Chuck Manning enjoys lending the distinctive flutter of his tenor sax to the service of any music he loves. So the relative conservatism of his current path looks like a cyclic tilling of his soil -- not a retreat from his longtime association with the Los Angeles Jazz Quartet, which was sneaky enough to layer its avantish substructures under a beachside cottage veneer. The veneer was a big part of the point, and Manning always found ways to give it texture.
So here was Manning, filling a gap in old pal Rocco Somazzi’s bistro calendar on short notice, and as usual he served up dinner music far above any level you’d expect. For the first set, his working quartet lacked pianist Jim Szilagyi (out on another gig), a situation that provided its own excuse for compare-and-contrast.

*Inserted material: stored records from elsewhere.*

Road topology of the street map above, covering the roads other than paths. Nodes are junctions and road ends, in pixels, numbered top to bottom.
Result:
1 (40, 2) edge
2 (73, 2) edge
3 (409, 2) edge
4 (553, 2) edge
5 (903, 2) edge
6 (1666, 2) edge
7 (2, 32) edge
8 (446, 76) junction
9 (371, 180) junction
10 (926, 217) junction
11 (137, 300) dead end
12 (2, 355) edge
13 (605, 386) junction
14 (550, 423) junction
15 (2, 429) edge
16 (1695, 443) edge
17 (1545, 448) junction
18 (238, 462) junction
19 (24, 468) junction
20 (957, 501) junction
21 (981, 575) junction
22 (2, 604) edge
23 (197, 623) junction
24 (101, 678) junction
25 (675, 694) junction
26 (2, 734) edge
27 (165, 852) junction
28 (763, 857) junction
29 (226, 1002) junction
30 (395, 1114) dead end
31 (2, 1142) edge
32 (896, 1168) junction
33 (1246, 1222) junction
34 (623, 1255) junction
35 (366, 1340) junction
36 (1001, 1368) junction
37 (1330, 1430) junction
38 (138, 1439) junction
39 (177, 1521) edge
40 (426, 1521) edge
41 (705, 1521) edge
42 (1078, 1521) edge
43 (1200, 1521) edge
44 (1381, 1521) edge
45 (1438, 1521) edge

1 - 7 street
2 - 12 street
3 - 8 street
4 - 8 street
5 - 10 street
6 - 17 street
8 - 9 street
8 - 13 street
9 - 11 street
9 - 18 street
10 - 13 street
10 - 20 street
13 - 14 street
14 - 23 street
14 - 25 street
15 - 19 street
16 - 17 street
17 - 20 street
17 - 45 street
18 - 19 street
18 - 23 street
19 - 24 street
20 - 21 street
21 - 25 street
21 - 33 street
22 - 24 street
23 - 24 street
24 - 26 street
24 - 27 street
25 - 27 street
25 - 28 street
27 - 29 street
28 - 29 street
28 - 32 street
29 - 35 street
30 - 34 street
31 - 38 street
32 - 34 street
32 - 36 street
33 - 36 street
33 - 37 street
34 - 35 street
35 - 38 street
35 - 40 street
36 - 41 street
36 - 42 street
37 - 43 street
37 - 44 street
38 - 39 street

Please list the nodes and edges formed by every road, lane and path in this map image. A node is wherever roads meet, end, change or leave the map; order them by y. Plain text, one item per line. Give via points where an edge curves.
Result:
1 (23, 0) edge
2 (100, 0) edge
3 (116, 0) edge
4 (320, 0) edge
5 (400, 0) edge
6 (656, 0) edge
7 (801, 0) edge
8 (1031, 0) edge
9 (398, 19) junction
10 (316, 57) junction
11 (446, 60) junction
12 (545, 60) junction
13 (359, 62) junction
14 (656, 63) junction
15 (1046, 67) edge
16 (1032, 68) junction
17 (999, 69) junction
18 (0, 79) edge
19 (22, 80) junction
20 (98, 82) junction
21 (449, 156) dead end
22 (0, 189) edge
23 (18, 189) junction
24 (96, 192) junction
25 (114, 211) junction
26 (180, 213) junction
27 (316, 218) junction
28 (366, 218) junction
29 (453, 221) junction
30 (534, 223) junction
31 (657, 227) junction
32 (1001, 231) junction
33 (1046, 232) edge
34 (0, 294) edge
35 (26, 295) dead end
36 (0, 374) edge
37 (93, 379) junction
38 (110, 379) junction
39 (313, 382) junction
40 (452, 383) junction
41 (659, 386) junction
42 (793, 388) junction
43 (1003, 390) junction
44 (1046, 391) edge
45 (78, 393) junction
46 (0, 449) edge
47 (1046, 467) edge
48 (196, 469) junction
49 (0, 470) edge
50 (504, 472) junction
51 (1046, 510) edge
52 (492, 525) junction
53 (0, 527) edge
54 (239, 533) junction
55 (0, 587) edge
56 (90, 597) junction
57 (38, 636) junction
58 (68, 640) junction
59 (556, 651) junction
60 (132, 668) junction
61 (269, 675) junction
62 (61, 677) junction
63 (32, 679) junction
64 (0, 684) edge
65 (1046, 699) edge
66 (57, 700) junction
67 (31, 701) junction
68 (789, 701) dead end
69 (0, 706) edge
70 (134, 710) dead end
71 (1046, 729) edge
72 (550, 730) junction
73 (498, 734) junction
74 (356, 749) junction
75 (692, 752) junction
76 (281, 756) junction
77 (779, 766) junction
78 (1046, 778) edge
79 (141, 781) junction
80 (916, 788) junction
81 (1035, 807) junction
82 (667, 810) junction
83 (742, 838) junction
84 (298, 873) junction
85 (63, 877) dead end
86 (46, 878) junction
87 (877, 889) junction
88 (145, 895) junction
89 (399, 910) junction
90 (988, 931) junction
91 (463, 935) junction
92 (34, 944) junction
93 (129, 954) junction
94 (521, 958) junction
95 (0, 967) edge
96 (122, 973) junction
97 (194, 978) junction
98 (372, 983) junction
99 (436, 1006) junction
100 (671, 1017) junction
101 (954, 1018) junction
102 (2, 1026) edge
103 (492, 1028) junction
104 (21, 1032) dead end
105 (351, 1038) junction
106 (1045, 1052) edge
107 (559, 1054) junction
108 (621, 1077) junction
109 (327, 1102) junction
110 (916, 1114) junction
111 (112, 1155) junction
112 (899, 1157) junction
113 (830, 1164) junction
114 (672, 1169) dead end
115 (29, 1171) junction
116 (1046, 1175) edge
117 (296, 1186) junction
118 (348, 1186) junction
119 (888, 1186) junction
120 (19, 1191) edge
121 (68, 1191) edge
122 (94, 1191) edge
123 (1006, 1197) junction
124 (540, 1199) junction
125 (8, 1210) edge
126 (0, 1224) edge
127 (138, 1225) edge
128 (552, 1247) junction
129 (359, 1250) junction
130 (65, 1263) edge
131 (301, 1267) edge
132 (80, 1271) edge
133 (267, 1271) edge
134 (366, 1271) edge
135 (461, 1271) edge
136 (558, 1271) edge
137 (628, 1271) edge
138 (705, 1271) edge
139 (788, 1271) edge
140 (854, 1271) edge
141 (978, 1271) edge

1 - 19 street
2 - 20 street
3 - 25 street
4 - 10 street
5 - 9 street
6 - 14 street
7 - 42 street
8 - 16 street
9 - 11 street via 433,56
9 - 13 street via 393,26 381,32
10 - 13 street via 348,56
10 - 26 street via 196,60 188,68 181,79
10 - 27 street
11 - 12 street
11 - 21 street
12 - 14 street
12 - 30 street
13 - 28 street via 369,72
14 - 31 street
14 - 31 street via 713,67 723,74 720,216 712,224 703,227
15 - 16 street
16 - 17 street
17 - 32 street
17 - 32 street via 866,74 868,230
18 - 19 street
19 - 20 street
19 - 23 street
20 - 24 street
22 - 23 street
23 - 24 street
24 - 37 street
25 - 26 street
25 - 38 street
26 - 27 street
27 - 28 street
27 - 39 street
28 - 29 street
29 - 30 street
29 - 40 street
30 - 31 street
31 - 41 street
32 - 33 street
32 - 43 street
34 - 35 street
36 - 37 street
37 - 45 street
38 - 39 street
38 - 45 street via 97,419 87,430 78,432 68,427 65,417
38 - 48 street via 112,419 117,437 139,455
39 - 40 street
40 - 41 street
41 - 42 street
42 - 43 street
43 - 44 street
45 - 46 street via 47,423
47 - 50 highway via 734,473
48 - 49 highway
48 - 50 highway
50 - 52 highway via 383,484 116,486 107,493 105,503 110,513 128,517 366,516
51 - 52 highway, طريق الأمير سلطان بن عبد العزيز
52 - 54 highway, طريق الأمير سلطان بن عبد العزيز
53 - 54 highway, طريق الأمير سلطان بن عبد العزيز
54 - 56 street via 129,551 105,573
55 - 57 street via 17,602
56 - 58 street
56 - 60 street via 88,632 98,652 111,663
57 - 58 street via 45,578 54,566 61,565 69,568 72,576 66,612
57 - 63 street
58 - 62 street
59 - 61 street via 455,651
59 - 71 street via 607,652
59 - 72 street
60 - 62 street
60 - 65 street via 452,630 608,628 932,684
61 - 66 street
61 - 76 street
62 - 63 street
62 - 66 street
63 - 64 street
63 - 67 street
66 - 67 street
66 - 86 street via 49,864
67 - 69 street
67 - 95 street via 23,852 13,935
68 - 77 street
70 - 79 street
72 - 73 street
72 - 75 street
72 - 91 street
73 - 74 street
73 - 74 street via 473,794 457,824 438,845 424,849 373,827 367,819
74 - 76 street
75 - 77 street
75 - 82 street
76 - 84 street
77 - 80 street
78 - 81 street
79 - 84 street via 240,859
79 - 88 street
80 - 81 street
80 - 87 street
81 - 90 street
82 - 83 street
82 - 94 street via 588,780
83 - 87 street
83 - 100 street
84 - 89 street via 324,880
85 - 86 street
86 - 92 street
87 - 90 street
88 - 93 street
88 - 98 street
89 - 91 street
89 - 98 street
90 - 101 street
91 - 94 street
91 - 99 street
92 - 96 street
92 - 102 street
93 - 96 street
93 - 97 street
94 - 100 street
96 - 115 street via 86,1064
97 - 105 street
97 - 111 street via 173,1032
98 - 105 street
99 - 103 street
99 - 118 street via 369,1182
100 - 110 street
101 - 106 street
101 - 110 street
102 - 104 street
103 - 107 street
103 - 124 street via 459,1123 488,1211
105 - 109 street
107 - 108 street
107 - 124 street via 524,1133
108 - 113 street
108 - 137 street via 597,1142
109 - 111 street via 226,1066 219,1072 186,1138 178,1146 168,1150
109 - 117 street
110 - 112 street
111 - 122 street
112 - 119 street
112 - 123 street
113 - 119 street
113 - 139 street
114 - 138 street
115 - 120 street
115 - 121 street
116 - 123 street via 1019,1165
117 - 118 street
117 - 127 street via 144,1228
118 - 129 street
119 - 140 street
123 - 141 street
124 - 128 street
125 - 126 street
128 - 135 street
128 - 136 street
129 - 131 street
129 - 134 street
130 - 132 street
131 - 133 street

Manning has known bassist Isla Eckinger a long time; the Switzerlander’s a natural fit with drummer Tim Pleasant -- both swing like a summer playground. When Szilagyi joined for the second set, instantly focusing the rhythm section with a quick, gentle touch, his hands crowding each other for midrange-centered lightness, it was pretty clear that with this band, Manning was going for support rather than challenge.
A reasonable decision, since Manning constantly challenges himself. He leaped octaves casually on Clifford Brown’s midtempo bopper “Sandu,” conjured Sonny Rollins’ virile assurance on “I’ll Remember April.” And back-to-back turns on Monk’s jumpy “I Mean You” and languid “’Round Midnight” found him blowing bursts of harmonic condensation and bubbling out fast, subtle tonguing technique. He sounded, actually, like a combination of the main tenor men associated with Monk: the linear invention of Rollins, the slight overblowing touches of John Coltrane, the urbane swing of Charlie Rouse, leaving out only the long machine-gun sprays of Johnny Griffin. But none of those tenorists moved among stylings with such an unusual combination of smoothness and nervous energy. That’s why Chuck Manning is a lone ranger.
The Kenny Barron waltz “Ambrosia” opened the second set with a blissed-out godslurp mood, Manning’s stoned vibrato nearly subliminal. The quartet followed suit with the gin-and-vermouth sleaze of Frank Loesser’s “I Believe in You,” with Manning running down feathery arpeggios at microprocessor speed. The lone original was the Manning-Szilagyi tune “The Spiritual,” its portentously gloomy Slavonic intro giving way to a Pink Panther-style Big Apple blues; Manning dug deep into the gutter before hitting the sky with multiphonic shrieks, and Eckinger warmed up to a heart-massaging bass solo.
Manning’s got a new album, “Notes From the Real,” coming out next month on the Montreux label with the same band. He had to go to Europe to get the record contract, so the least you can do is go to Amazon.